REMEMBER – RABBITS DO NOT LIKE TO BE HELD!

Rabbits are ground loving animals.

Rabbits can break their backs if not supported properly. This is because unlike cats they
cannot support their backend weight.

Cats are designed to climb trees and balance on walls and fences, making them more
trusting when held and able to balance their back weight - rabbits are not and cannot.

We do not expect to hold dogs, why do we expect to hold rabbits?

We have fulfilling relationships playing with dogs on the floor and stroking them, why can’t
we with rabbits?
SUPERVISE YOUR CHILD AT ALL TIMES WHEN THEY ARE HOLDING A
RABBIT

Teach your child to enjoy playing with the rabbit on the floor.

Teach your child to NOT pick up the rabbit, or teach them to do it safely (and that they
should only do so occasionally).

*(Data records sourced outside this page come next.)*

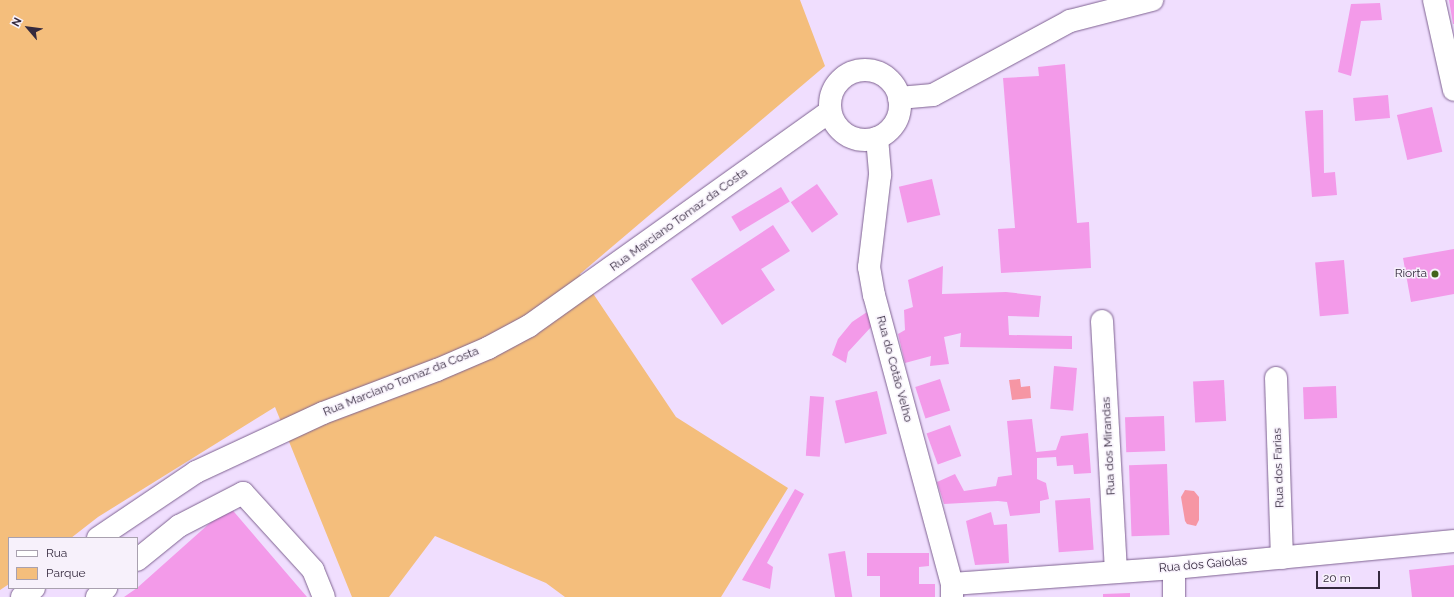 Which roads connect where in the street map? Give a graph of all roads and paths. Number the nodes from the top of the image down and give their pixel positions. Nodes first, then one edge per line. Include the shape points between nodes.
1 (1152, 0) edge
2 (1434, 0) edge
3 (1454, 90) edge
4 (900, 98) junction
5 (830, 111) junction
6 (877, 138) junction
7 (1102, 320) dead end
8 (1276, 378) dead end
9 (99, 537) edge
10 (1454, 541) edge
11 (1282, 558) junction
12 (138, 559) edge
13 (1174, 568) junction
14 (1116, 572) junction
15 (33, 589) edge
16 (105, 589) edge
17 (952, 591) edge
18 (22, 597) edge
19 (97, 597) edge
20 (324, 597) edge
21 (1174, 597) edge

1 - 4 street via 1070,21 933,95
2 - 3 street
4 - 5 street via 896,88 880,73 858,70 839,81 830,100
4 - 6 street via 900,108 893,126
5 - 6 street via 833,121 848,136 867,140
5 - 9 street, Rua Marciano Tomaz da Costa via 529,326 480,351 323,413 196,472
6 - 17 street, Rua do Cotão Velho via 880,175 869,266 874,295
7 - 14 street, Rua dos Mirandas
8 - 11 street, Rua dos Farias
10 - 11 street, Rua dos Gaiolas
11 - 13 street, Rua dos Gaiolas
12 - 20 street via 179,526 243,493 313,570
13 - 14 street, Rua dos Gaiolas
13 - 21 street
14 - 17 street, Rua dos Gaiolas
15 - 18 street
16 - 19 street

Most children under 12 years are not large enough to
safely pick up a rabbit.

The best method is to get the child to sit on the floor or on a chair and for an adult to place
the rabbit on the child’s lap on a towel while supporting the rabbit themselves as well.
Remember, if the rabbit does not feel he/she is on steady ground, he/she will feel unstable
and insecure.

Your child will learn from you. Respect and value the rabbits and your child will do the
same.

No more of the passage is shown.